**Exercise directions**:
Search the records for "Diagonal". Report every line where it occurs.

Dataset records
━━━━━━━━━━━━━━━━━━━━

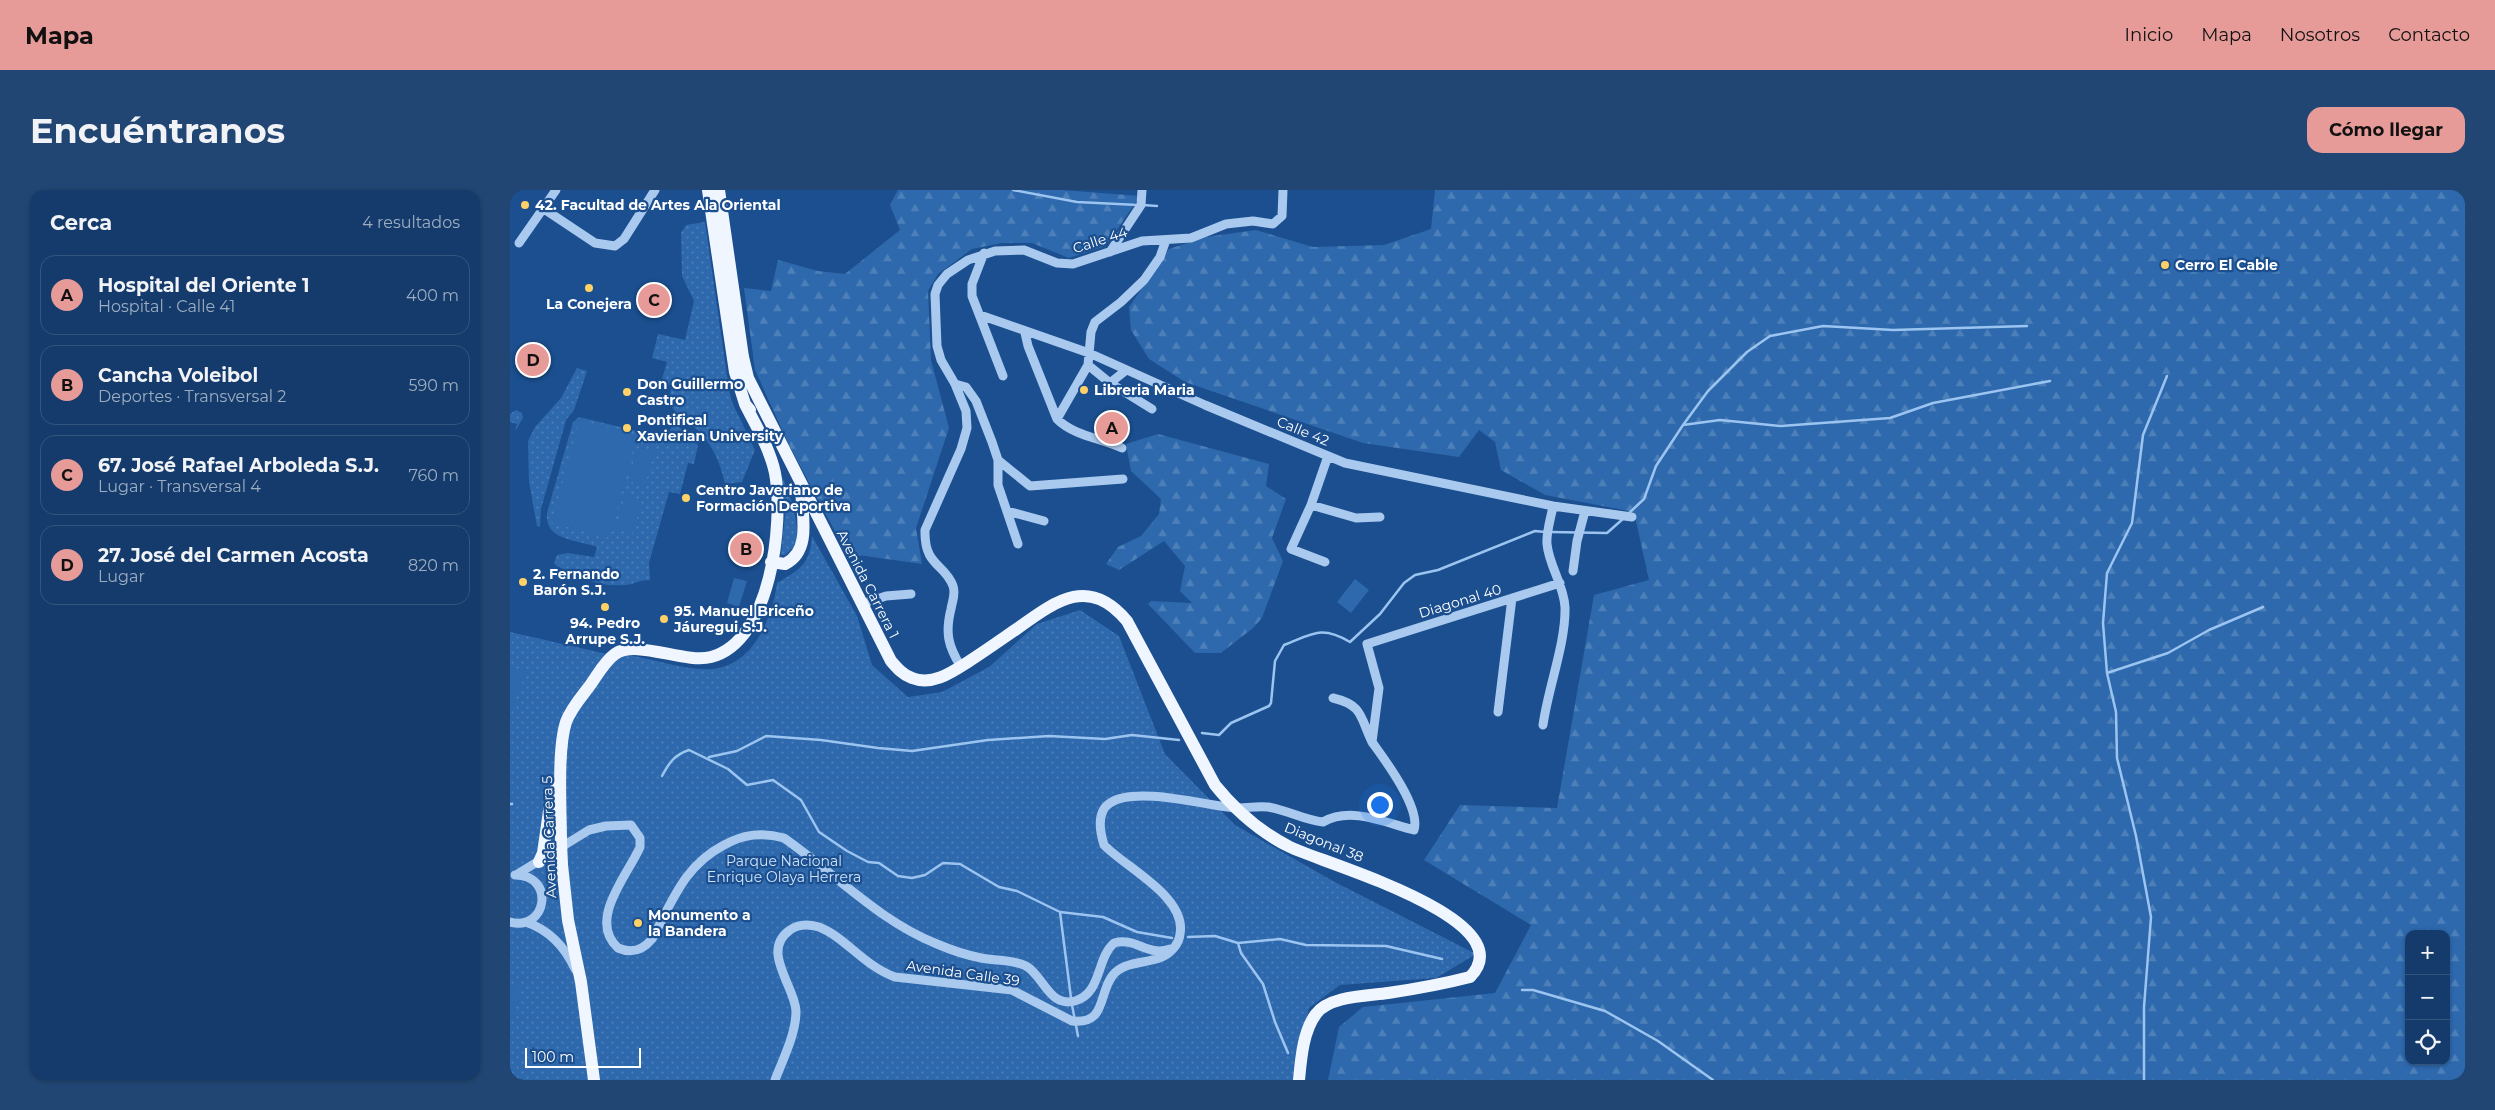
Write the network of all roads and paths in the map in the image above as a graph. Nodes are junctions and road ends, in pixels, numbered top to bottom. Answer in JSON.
{"nodes":[{"id":1,"x":556,"y":190,"type":"edge"},
{"id":2,"x":655,"y":190,"type":"edge"},
{"id":3,"x":708,"y":190,"type":"edge"},
{"id":4,"x":719,"y":190,"type":"edge"},
{"id":5,"x":1142,"y":190,"type":"edge"},
{"id":6,"x":1283,"y":190,"type":"edge"},
{"id":7,"x":544,"y":209,"type":"junction"},
{"id":8,"x":1166,"y":240,"type":"junction"},
{"id":9,"x":519,"y":243,"type":"dead end"},
{"id":10,"x":1110,"y":252,"type":"junction"},
{"id":11,"x":984,"y":253,"type":"junction"},
{"id":12,"x":980,"y":316,"type":"junction"},
{"id":13,"x":1025,"y":332,"type":"junction"},
{"id":14,"x":1088,"y":353,"type":"junction"},
{"id":15,"x":1088,"y":365,"type":"junction"},
{"id":16,"x":1125,"y":370,"type":"junction"},
{"id":17,"x":1003,"y":376,"type":"dead end"},
{"id":18,"x":955,"y":384,"type":"junction"},
{"id":19,"x":1110,"y":384,"type":"junction"},
{"id":20,"x":745,"y":404,"type":"junction"},
{"id":21,"x":1152,"y":409,"type":"dead end"},
{"id":22,"x":1057,"y":419,"type":"junction"},
{"id":23,"x":1122,"y":448,"type":"dead end"},
{"id":24,"x":783,"y":449,"type":"junction"},
{"id":25,"x":1328,"y":456,"type":"junction"},
{"id":26,"x":998,"y":460,"type":"junction"},
{"id":27,"x":1123,"y":478,"type":"dead end"},
{"id":28,"x":801,"y":484,"type":"junction"},
{"id":29,"x":1311,"y":505,"type":"junction"},
{"id":30,"x":1553,"y":506,"type":"junction"},
{"id":31,"x":1007,"y":511,"type":"junction"},
{"id":32,"x":1585,"y":511,"type":"junction"},
{"id":33,"x":1380,"y":517,"type":"dead end"},
{"id":34,"x":1632,"y":517,"type":"dead end"},
{"id":35,"x":1044,"y":521,"type":"dead end"},
{"id":36,"x":1018,"y":544,"type":"dead end"},
{"id":37,"x":771,"y":562,"type":"junction"},
{"id":38,"x":1325,"y":562,"type":"dead end"},
{"id":39,"x":1573,"y":571,"type":"dead end"},
{"id":40,"x":1560,"y":583,"type":"junction"},
{"id":41,"x":911,"y":594,"type":"dead end"},
{"id":42,"x":1512,"y":598,"type":"junction"},
{"id":43,"x":862,"y":604,"type":"junction"},
{"id":44,"x":961,"y":667,"type":"junction"},
{"id":45,"x":1333,"y":698,"type":"dead end"},
{"id":46,"x":1498,"y":712,"type":"dead end"},
{"id":47,"x":1543,"y":725,"type":"dead end"},
{"id":48,"x":1372,"y":742,"type":"junction"},
{"id":49,"x":562,"y":770,"type":"junction"},
{"id":50,"x":1234,"y":808,"type":"junction"},
{"id":51,"x":539,"y":862,"type":"junction"},
{"id":52,"x":512,"y":876,"type":"edge"},
{"id":53,"x":526,"y":922,"type":"junction"},
{"id":54,"x":511,"y":923,"type":"edge"},
{"id":55,"x":1175,"y":947,"type":"junction"},
{"id":56,"x":581,"y":982,"type":"junction"},
{"id":57,"x":594,"y":1080,"type":"edge"},
{"id":58,"x":775,"y":1080,"type":"edge"},
{"id":59,"x":1299,"y":1080,"type":"edge"}],
"edges":[{"from":1,"to":7,"type":"street"},
{"from":2,"to":7,"type":"street"},
{"from":3,"to":20,"type":"main road","name":"Avenida Carrera 1"},
{"from":4,"to":24,"type":"main road","name":"Avenida Carrera 1"},
{"from":5,"to":10,"type":"street"},
{"from":6,"to":8,"type":"street","name":"Calle 44"},
{"from":7,"to":9,"type":"street"},
{"from":8,"to":10,"type":"street","name":"Calle 44"},
{"from":8,"to":14,"type":"street"},
{"from":10,"to":11,"type":"street","name":"Calle 44"},
{"from":11,"to":12,"type":"street"},
{"from":11,"to":18,"type":"street","name":"Calle 44"},
{"from":12,"to":13,"type":"street","name":"Calle 42"},
{"from":12,"to":17,"type":"street"},
{"from":13,"to":14,"type":"street","name":"Calle 42"},
{"from":13,"to":22,"type":"street"},
{"from":14,"to":15,"type":"street"},
{"from":14,"to":16,"type":"street","name":"Calle 42"},
{"from":15,"to":19,"type":"street"},
{"from":15,"to":22,"type":"street"},
{"from":16,"to":19,"type":"street"},
{"from":16,"to":25,"type":"street","name":"Calle 42"},
{"from":18,"to":26,"type":"street"},
{"from":18,"to":44,"type":"street","name":"Calle 44"},
{"from":19,"to":21,"type":"street"},
{"from":20,"to":24,"type":"main road","name":"Avenida Carrera 1"},
{"from":20,"to":37,"type":"main road"},
{"from":22,"to":23,"type":"street"},
{"from":24,"to":28,"type":"main road","name":"Avenida Carrera 1"},
{"from":25,"to":29,"type":"street"},
{"from":25,"to":30,"type":"street","name":"Calle 42"},
{"from":26,"to":27,"type":"street"},
{"from":26,"to":31,"type":"street"},
{"from":28,"to":37,"type":"main road"},
{"from":28,"to":43,"type":"main road","name":"Avenida Carrera 1"},
{"from":29,"to":33,"type":"street"},
{"from":29,"to":38,"type":"street"},
{"from":30,"to":32,"type":"street","name":"Calle 42"},
{"from":30,"to":40,"type":"street"},
{"from":31,"to":35,"type":"street"},
{"from":31,"to":36,"type":"street"},
{"from":32,"to":34,"type":"street","name":"Calle 42"},
{"from":32,"to":39,"type":"street"},
{"from":37,"to":49,"type":"main road","name":"Avenida Carrera 5"},
{"from":40,"to":42,"type":"street","name":"Diagonal 40"},
{"from":40,"to":47,"type":"street"},
{"from":41,"to":43,"type":"street"},
{"from":42,"to":46,"type":"street"},
{"from":42,"to":48,"type":"street","name":"Diagonal 40"},
{"from":43,"to":44,"type":"main road","name":"Avenida Carrera 1"},
{"from":44,"to":50,"type":"main road","name":"Diagonal 38"},
{"from":45,"to":48,"type":"street"},
{"from":48,"to":50,"type":"street"},
{"from":49,"to":51,"type":"main road"},
{"from":49,"to":56,"type":"main road","name":"Avenida Carrera 5","bridge":true},
{"from":50,"to":55,"type":"street"},
{"from":50,"to":59,"type":"main road","name":"Diagonal 38"},
{"from":51,"to":52,"type":"street","name":"Avenida Calle 39"},
{"from":51,"to":55,"type":"street","name":"Avenida Calle 39"},
{"from":52,"to":53,"type":"street"},
{"from":53,"to":54,"type":"street"},
{"from":53,"to":56,"type":"street"},
{"from":55,"to":58,"type":"street","name":"Avenida Calle 39"},
{"from":56,"to":57,"type":"main road","name":"Avenida Carrera 5"}]}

━━━━━━━━━━━━━━━━━━━━

**Answer to this task**:
{"from":40,"to":42,"type":"street","name":"Diagonal 40"},
{"from":42,"to":48,"type":"street","name":"Diagonal 40"},
{"from":44,"to":50,"type":"main road","name":"Diagonal 38"},
{"from":50,"to":59,"type":"main road","name":"Diagonal 38"},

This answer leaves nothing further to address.